Pictures aside, repeat the whole listing word for word.

_ _ _ _ _

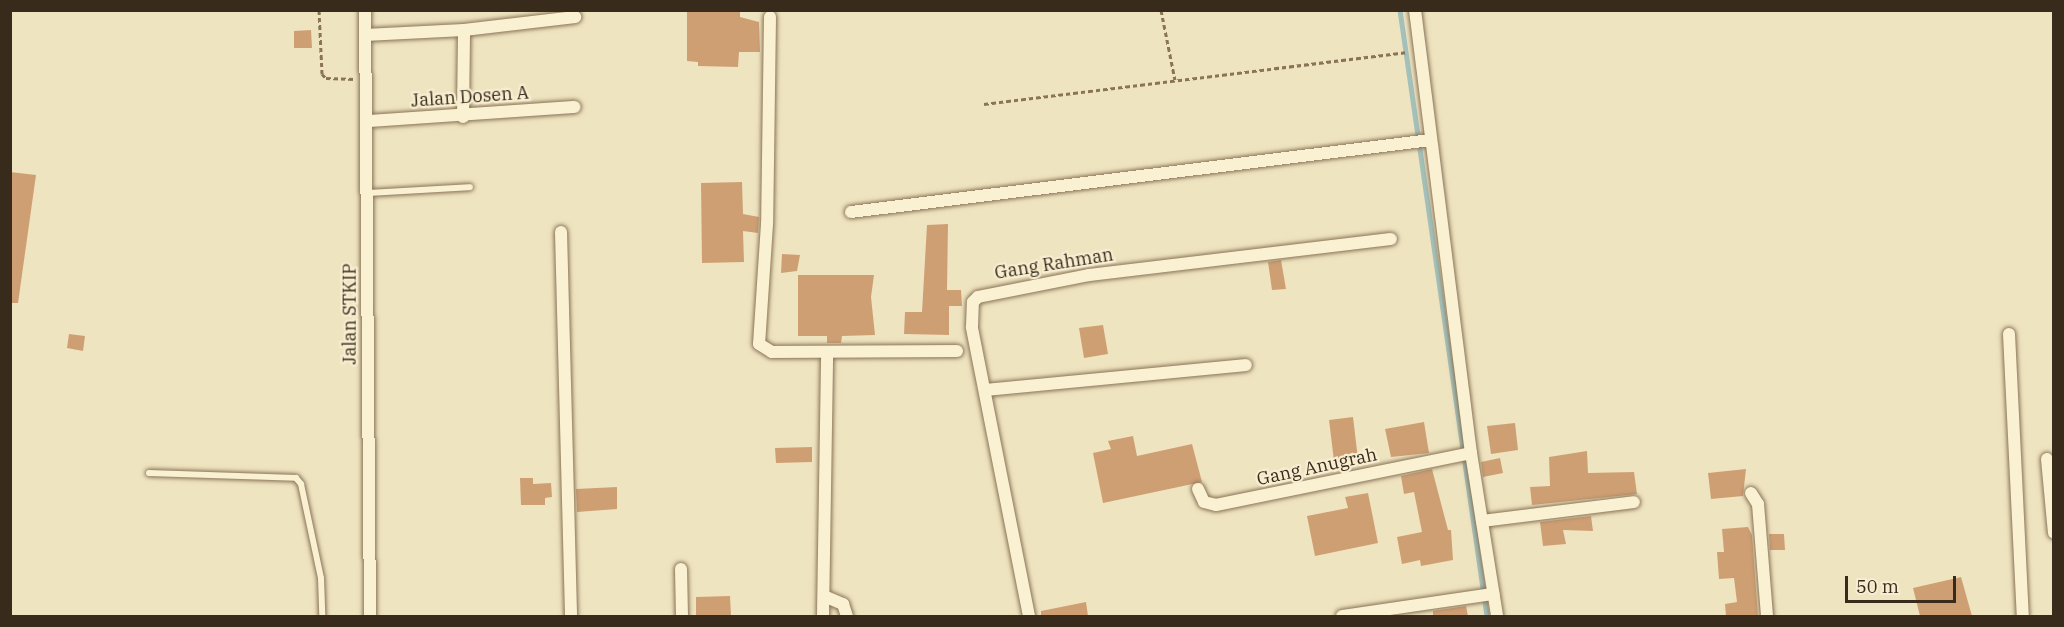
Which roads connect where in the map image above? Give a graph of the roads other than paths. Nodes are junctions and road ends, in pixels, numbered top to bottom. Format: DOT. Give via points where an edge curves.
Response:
graph roads {
  1 [pos="365,10"];
  2 [pos="1415,10"];
  3 [pos="575,17"];
  4 [pos="770,17"];
  5 [pos="464,30"];
  6 [pos="365,35"];
  7 [pos="575,107"];
  8 [pos="463,117"];
  9 [pos="368,121"];
  10 [pos="1431,140"];
  11 [pos="470,187"];
  12 [pos="367,193"];
  13 [pos="851,212"];
  14 [pos="561,232"];
  15 [pos="1390,239"];
  16 [pos="2009,334"];
  17 [pos="957,351"];
  18 [pos="827,354"];
  19 [pos="1246,365"];
  20 [pos="986,390"];
  21 [pos="1469,453"];
  22 [pos="2048,459"];
  23 [pos="149,473"];
  24 [pos="1198,489"];
  25 [pos="1751,493"];
  26 [pos="1634,502"];
  27 [pos="1482,521"];
  28 [pos="2054,533"];
  29 [pos="681,569"];
  30 [pos="1488,594"];
  31 [pos="824,596"];
  32 [pos="322,616"];
  33 [pos="370,616"];
  34 [pos="571,616"];
  35 [pos="682,616"];
  36 [pos="824,616"];
  37 [pos="847,616"];
  38 [pos="1029,616"];
  39 [pos="1342,616"];
  40 [pos="1497,616"];
  41 [pos="1767,616"];
  42 [pos="2023,616"];
  1 -- 6 [label="street, Jalan STKIP"];
  2 -- 10 [label="street"];
  3 -- 5 [label="street"];
  4 -- 18 [label="street" via="767,224 758,338 763,348 772,352"];
  5 -- 6 [label="street"];
  5 -- 8 [label="street"];
  6 -- 9 [label="street, Jalan STKIP"];
  7 -- 8 [label="street, Jalan Dosen A"];
  8 -- 9 [label="street, Jalan Dosen A"];
  9 -- 12 [label="street, Jalan STKIP"];
  10 -- 13 [label="street"];
  10 -- 21 [label="street"];
  11 -- 12 [label="lane"];
  12 -- 33 [label="street, Jalan STKIP"];
  14 -- 34 [label="street"];
  15 -- 20 [label="street, Gang Rahman" via="1089,275 985,294 973,302 972,312"];
  16 -- 42 [label="street"];
  17 -- 18 [label="street"];
  18 -- 31 [label="street"];
  19 -- 20 [label="street"];
  20 -- 38 [label="street, Gang Rahman"];
  21 -- 24 [label="street, Gang Anugrah" via="1216,505 1204,502"];
  21 -- 27 [label="street"];
  22 -- 28 [label="street"];
  23 -- 32 [label="lane" via="296,478 301,484 321,578"];
  25 -- 41 [label="street" via="1758,504"];
  26 -- 27 [label="street"];
  27 -- 30 [label="street"];
  29 -- 35 [label="street"];
  30 -- 39 [label="street"];
  30 -- 40 [label="street"];
  31 -- 36 [label="street"];
  31 -- 37 [label="street" via="843,604"];
}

_ _ _ _ _

Response to this exercise:
Which roads connect where in the map image above? Give a graph of the roads other than paths. Nodes are junctions and road ends, in pixels, numbered top to bottom. Format: DOT. Give via points where an edge curves.
Response:
graph roads {
  1 [pos="365,10"];
  2 [pos="1415,10"];
  3 [pos="575,17"];
  4 [pos="770,17"];
  5 [pos="464,30"];
  6 [pos="365,35"];
  7 [pos="575,107"];
  8 [pos="463,117"];
  9 [pos="368,121"];
  10 [pos="1431,140"];
  11 [pos="470,187"];
  12 [pos="367,193"];
  13 [pos="851,212"];
  14 [pos="561,232"];
  15 [pos="1390,239"];
  16 [pos="2009,334"];
  17 [pos="957,351"];
  18 [pos="827,354"];
  19 [pos="1246,365"];
  20 [pos="986,390"];
  21 [pos="1469,453"];
  22 [pos="2048,459"];
  23 [pos="149,473"];
  24 [pos="1198,489"];
  25 [pos="1751,493"];
  26 [pos="1634,502"];
  27 [pos="1482,521"];
  28 [pos="2054,533"];
  29 [pos="681,569"];
  30 [pos="1488,594"];
  31 [pos="824,596"];
  32 [pos="322,616"];
  33 [pos="370,616"];
  34 [pos="571,616"];
  35 [pos="682,616"];
  36 [pos="824,616"];
  37 [pos="847,616"];
  38 [pos="1029,616"];
  39 [pos="1342,616"];
  40 [pos="1497,616"];
  41 [pos="1767,616"];
  42 [pos="2023,616"];
  1 -- 6 [label="street, Jalan STKIP"];
  2 -- 10 [label="street"];
  3 -- 5 [label="street"];
  4 -- 18 [label="street" via="767,224 758,338 763,348 772,352"];
  5 -- 6 [label="street"];
  5 -- 8 [label="street"];
  6 -- 9 [label="street, Jalan STKIP"];
  7 -- 8 [label="street, Jalan Dosen A"];
  8 -- 9 [label="street, Jalan Dosen A"];
  9 -- 12 [label="street, Jalan STKIP"];
  10 -- 13 [label="street"];
  10 -- 21 [label="street"];
  11 -- 12 [label="lane"];
  12 -- 33 [label="street, Jalan STKIP"];
  14 -- 34 [label="street"];
  15 -- 20 [label="street, Gang Rahman" via="1089,275 985,294 973,302 972,312"];
  16 -- 42 [label="street"];
  17 -- 18 [label="street"];
  18 -- 31 [label="street"];
  19 -- 20 [label="street"];
  20 -- 38 [label="street, Gang Rahman"];
  21 -- 24 [label="street, Gang Anugrah" via="1216,505 1204,502"];
  21 -- 27 [label="street"];
  22 -- 28 [label="street"];
  23 -- 32 [label="lane" via="296,478 301,484 321,578"];
  25 -- 41 [label="street" via="1758,504"];
  26 -- 27 [label="street"];
  27 -- 30 [label="street"];
  29 -- 35 [label="street"];
  30 -- 39 [label="street"];
  30 -- 40 [label="street"];
  31 -- 36 [label="street"];
  31 -- 37 [label="street" via="843,604"];
}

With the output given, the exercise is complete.